Dataset records =>
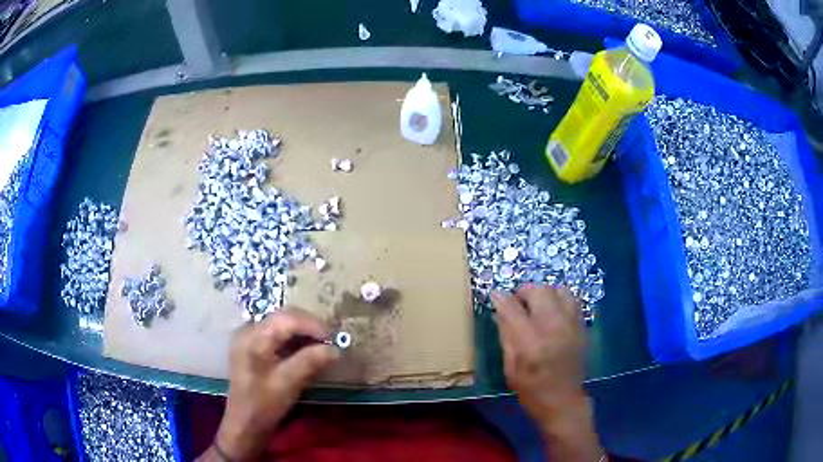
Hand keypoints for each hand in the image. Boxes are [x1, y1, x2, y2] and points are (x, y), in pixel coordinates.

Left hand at [210, 309, 339, 460]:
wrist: (245, 423)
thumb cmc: (264, 404)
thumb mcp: (288, 383)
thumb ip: (310, 362)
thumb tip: (336, 349)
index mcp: (253, 337)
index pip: (287, 318)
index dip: (313, 325)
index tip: (334, 339)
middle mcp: (248, 330)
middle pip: (283, 317)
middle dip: (309, 327)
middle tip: (330, 342)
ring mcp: (248, 337)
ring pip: (281, 324)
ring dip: (302, 332)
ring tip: (321, 346)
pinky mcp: (252, 346)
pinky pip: (276, 334)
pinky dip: (293, 339)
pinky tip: (305, 351)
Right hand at [493, 285, 603, 461]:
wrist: (564, 401)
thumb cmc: (531, 390)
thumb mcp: (510, 367)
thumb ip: (506, 335)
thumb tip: (499, 310)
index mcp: (531, 343)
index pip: (513, 308)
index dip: (501, 298)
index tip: (495, 296)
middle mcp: (553, 328)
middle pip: (539, 291)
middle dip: (524, 292)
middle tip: (517, 303)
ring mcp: (571, 325)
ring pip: (558, 289)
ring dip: (544, 293)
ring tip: (536, 306)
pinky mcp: (582, 326)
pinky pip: (571, 299)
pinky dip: (559, 299)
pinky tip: (552, 312)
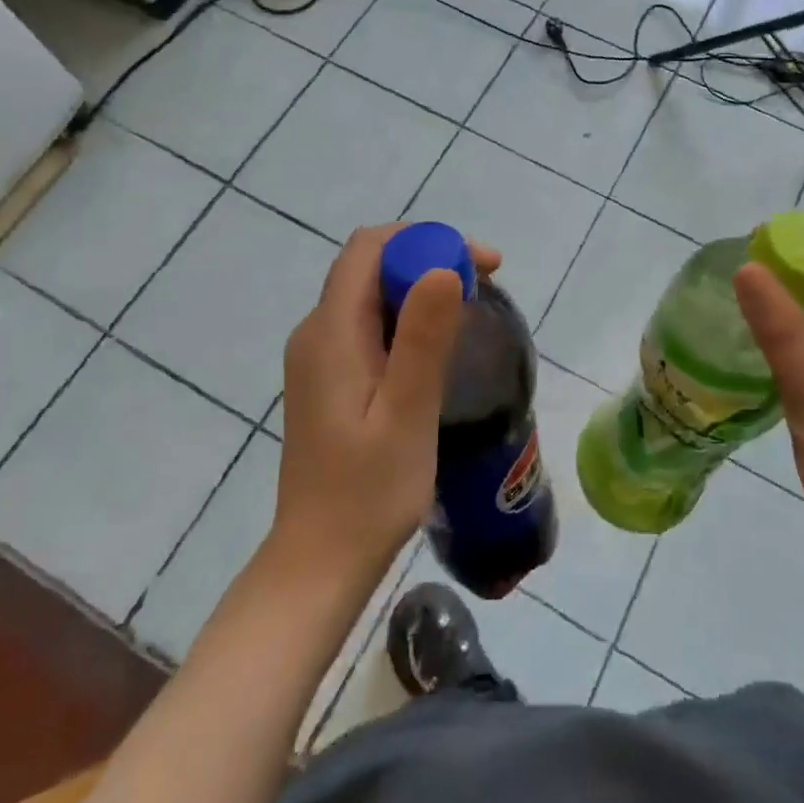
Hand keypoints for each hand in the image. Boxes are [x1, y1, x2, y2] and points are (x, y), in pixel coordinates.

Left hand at [270, 225, 500, 588]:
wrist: (320, 562)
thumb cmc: (367, 494)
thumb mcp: (406, 414)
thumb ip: (422, 339)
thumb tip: (443, 266)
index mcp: (331, 332)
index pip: (371, 249)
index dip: (426, 240)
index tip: (480, 265)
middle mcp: (317, 332)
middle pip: (372, 265)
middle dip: (430, 259)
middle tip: (485, 286)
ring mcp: (320, 357)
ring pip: (372, 293)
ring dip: (421, 287)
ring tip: (471, 311)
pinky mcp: (329, 378)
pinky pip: (369, 323)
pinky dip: (407, 316)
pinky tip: (437, 345)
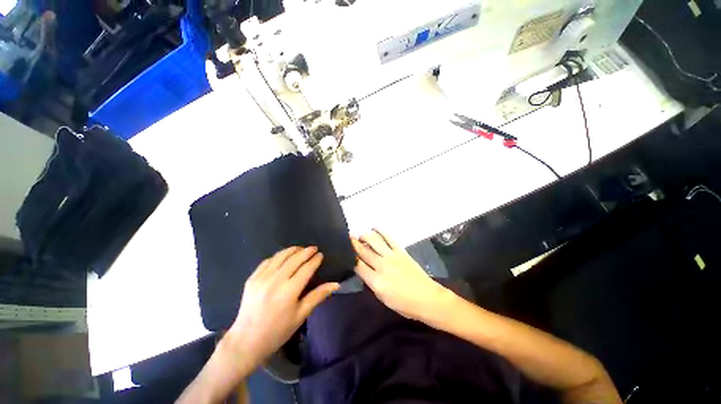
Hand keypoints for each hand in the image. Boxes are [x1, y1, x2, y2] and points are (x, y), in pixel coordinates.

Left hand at [225, 246, 339, 368]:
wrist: (246, 341)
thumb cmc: (278, 331)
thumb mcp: (301, 315)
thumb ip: (318, 296)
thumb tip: (336, 284)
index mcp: (289, 291)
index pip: (306, 268)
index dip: (315, 260)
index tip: (321, 255)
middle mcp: (275, 281)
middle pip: (294, 259)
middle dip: (306, 251)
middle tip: (314, 248)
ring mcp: (262, 278)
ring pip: (280, 256)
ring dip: (292, 250)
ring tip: (300, 249)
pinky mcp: (252, 279)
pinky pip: (267, 261)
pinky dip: (278, 256)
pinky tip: (283, 256)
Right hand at [352, 230, 457, 323]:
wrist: (426, 298)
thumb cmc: (403, 304)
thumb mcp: (382, 298)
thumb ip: (371, 282)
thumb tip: (363, 270)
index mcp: (375, 281)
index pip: (357, 265)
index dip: (349, 256)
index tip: (344, 250)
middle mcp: (381, 265)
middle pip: (363, 250)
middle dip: (353, 243)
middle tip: (347, 237)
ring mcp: (391, 256)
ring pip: (374, 240)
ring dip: (365, 235)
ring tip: (360, 235)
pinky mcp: (401, 251)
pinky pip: (389, 237)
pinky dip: (380, 231)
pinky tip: (374, 228)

Exercise details => Without carrying over any picture, write out the entries above once more, exactly.

Response to this task =>
Hand keypoints for each hand in the image. Boxes are [x1, y1, x2, y2] and points are (x, y), in pixel coordinates.

Left hand at [210, 309, 339, 460]:
wrist: (245, 423)
thumb cmc: (264, 404)
thumb mcp: (288, 383)
thumb ip: (310, 362)
thumb tip: (336, 349)
index mcp: (253, 337)
index pip: (287, 318)
index dip: (313, 325)
index tip: (334, 339)
middle mcp: (248, 330)
middle pip: (283, 317)
middle dip: (309, 327)
middle tip: (330, 342)
ring mcp: (248, 337)
ring pip: (281, 324)
ring dip: (302, 332)
ring tip: (321, 346)
pinky mcp: (252, 346)
pinky pip: (276, 334)
pinky dip: (293, 339)
pinky tip: (305, 351)
Right hand at [493, 285, 603, 461]:
wrist: (564, 401)
thumb cmc: (531, 390)
thumb mcp: (510, 367)
thumb ip: (506, 335)
thumb tip: (499, 310)
index mcp: (531, 343)
index pip: (513, 308)
index dip: (501, 298)
index tip: (495, 296)
middle mcp: (553, 328)
middle pip: (539, 291)
middle dip: (524, 292)
middle tip: (517, 303)
ring mcp: (571, 325)
ring pip: (558, 289)
ring dip: (544, 293)
ring tip: (536, 306)
pinky mcp: (582, 326)
pinky pip: (571, 299)
pinky dip: (559, 299)
pinky tip: (552, 312)
Hand keypoints for each hand in the image. Boxes are [x1, y1, x2, y2] and points are (x, y), in pixel coordinates.

Left hand at [270, 225, 500, 588]:
wrist: (320, 562)
thumb cmc: (367, 494)
thumb mcp: (406, 414)
thumb ip: (422, 339)
thumb tip: (443, 266)
index mcp: (331, 332)
index pip: (371, 249)
index dip: (426, 240)
index tip: (480, 265)
middle mcp: (317, 332)
middle pip: (372, 265)
middle dip: (430, 259)
middle tip: (485, 286)
ring mcp: (320, 357)
ring pip: (372, 293)
ring dip: (421, 287)
ring tip: (471, 311)
pinky mcp: (329, 378)
pinky pip: (369, 323)
pinky dip: (407, 316)
pinky tip: (437, 345)
Hand keypoints for each hand in the image. Boxes are [x1, y1, x2, y2] and points are (x, y), in pixel coordinates.

Left hand at [225, 246, 339, 368]:
wrist: (246, 341)
thumb cmc: (278, 331)
thumb mcp: (301, 315)
thumb ip: (318, 296)
thumb tip: (336, 284)
index mcp: (289, 291)
index pip: (306, 268)
index dip: (315, 260)
index tip: (321, 255)
middle mcp: (275, 281)
middle pip: (294, 259)
middle dip: (306, 251)
middle tip: (314, 248)
ring mcp: (262, 278)
ring pip: (280, 256)
ring dip: (292, 250)
ring tip: (300, 249)
pinky mcp: (252, 279)
pinky pip: (267, 261)
pinky dip: (278, 256)
pinky tip: (283, 256)
Right hand at [352, 230, 457, 323]:
wrist: (426, 298)
thumb cmc: (403, 304)
thumb mcp: (382, 298)
thumb ip: (371, 282)
thumb tip: (363, 270)
index mcp: (375, 281)
index pip: (357, 265)
index dip: (349, 256)
index tip: (344, 250)
middle mcp: (381, 265)
middle pip: (363, 250)
middle dip: (353, 243)
middle tip: (347, 237)
ring mcp: (391, 256)
ring pip: (374, 240)
ring dip: (365, 235)
ring tip: (360, 235)
pinky mcp: (401, 251)
pinky pip: (389, 237)
pinky dip: (380, 231)
pinky tip: (374, 228)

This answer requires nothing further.